许夏至偷瞄了傅简一眼,对上了他警告的眼神。
她吸了吸气,善解人意地同詹彦青说,“对不起,我给你添麻烦了,你放我下来吧,我自己可以。”
“那怎么行!”詹彦青说,“你都这样了,我怎么能放心?”
“姐夫,我先带她走了,改天请你喝酒赔罪!”詹彦青抱紧了许夏至,绕过了傅简,快步离开。

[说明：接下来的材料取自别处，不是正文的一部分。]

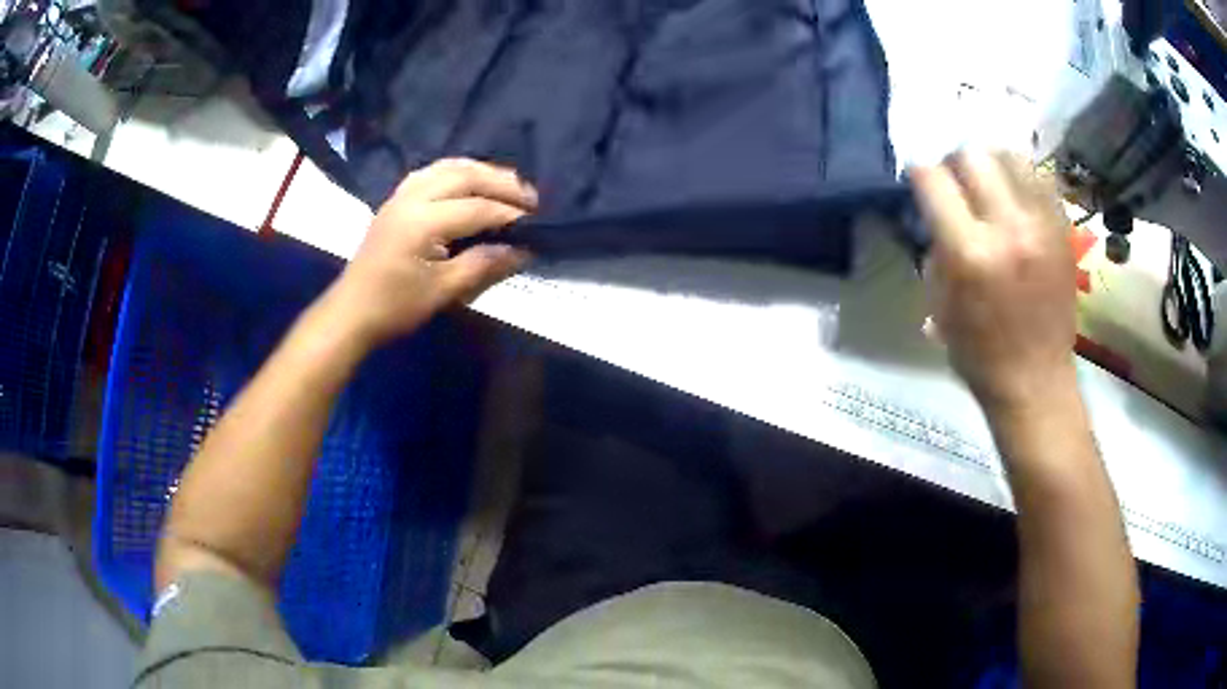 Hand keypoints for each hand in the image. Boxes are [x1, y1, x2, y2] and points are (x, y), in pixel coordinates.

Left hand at [321, 158, 535, 347]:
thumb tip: (523, 251)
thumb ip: (483, 265)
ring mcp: (401, 195)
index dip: (509, 214)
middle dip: (502, 182)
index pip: (477, 208)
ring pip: (448, 167)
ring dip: (481, 171)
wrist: (351, 312)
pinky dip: (457, 172)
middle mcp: (412, 197)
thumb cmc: (394, 307)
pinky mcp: (396, 199)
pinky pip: (432, 172)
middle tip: (531, 196)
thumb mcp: (442, 291)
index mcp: (422, 221)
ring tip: (507, 184)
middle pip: (465, 175)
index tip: (537, 222)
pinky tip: (469, 182)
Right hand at [910, 150, 1076, 411]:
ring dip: (992, 164)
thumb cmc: (980, 354)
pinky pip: (1041, 179)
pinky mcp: (1063, 231)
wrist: (1036, 383)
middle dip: (955, 163)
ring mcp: (1042, 225)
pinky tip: (1018, 200)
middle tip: (957, 184)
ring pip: (1010, 155)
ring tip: (991, 186)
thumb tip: (936, 210)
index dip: (920, 174)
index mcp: (970, 252)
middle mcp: (1008, 227)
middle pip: (972, 154)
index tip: (920, 183)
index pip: (933, 178)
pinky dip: (1023, 180)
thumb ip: (936, 248)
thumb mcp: (939, 306) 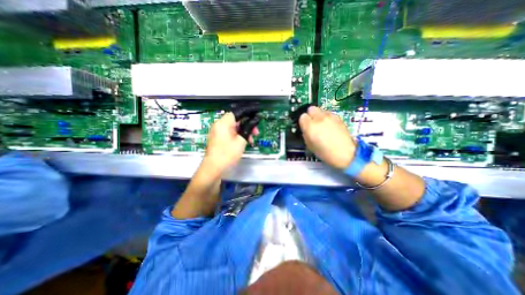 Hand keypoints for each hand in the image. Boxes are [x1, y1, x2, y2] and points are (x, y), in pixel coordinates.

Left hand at [204, 113, 258, 172]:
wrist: (214, 168)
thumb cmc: (228, 153)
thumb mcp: (241, 141)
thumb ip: (248, 129)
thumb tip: (254, 121)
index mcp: (223, 123)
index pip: (237, 113)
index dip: (247, 115)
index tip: (256, 120)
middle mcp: (219, 125)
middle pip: (235, 120)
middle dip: (247, 125)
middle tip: (256, 133)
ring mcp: (217, 132)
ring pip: (233, 128)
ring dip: (243, 132)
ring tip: (251, 140)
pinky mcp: (217, 138)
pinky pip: (229, 133)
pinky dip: (236, 135)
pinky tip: (243, 142)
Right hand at [299, 107, 356, 168]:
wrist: (345, 154)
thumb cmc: (325, 153)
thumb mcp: (309, 145)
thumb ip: (305, 133)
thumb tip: (305, 128)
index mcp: (310, 126)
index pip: (302, 116)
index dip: (303, 122)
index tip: (305, 127)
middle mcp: (319, 118)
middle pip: (311, 109)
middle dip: (310, 115)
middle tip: (312, 124)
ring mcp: (330, 116)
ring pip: (320, 110)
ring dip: (318, 116)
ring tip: (322, 126)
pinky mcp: (338, 117)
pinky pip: (328, 114)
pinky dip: (327, 118)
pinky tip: (329, 127) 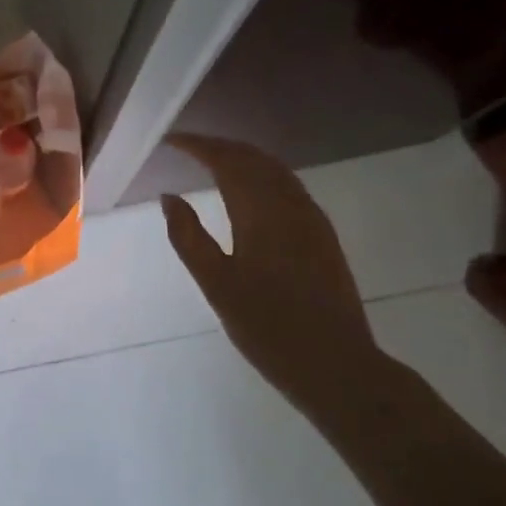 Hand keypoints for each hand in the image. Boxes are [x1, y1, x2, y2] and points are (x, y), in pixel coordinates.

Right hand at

傅简面无表情看着那对男女,从他身边绕过时,那柔弱的女人忽然向他露出了一抹笑。
无辜,勾人,又带着挑衅。
许夏至的手腕脱臼了,医生说要需要静养一段时间,打了绷带。
许夏至看着那厚厚的绷带,娇滴滴嘟囔着,“丑死了。”
她脸上泪痕还在,眼眶红红的,发脾气都惹人心疼,詹彦青被拿捏得死死的,“谁敢说丑,就没见过这么漂亮的绷带。”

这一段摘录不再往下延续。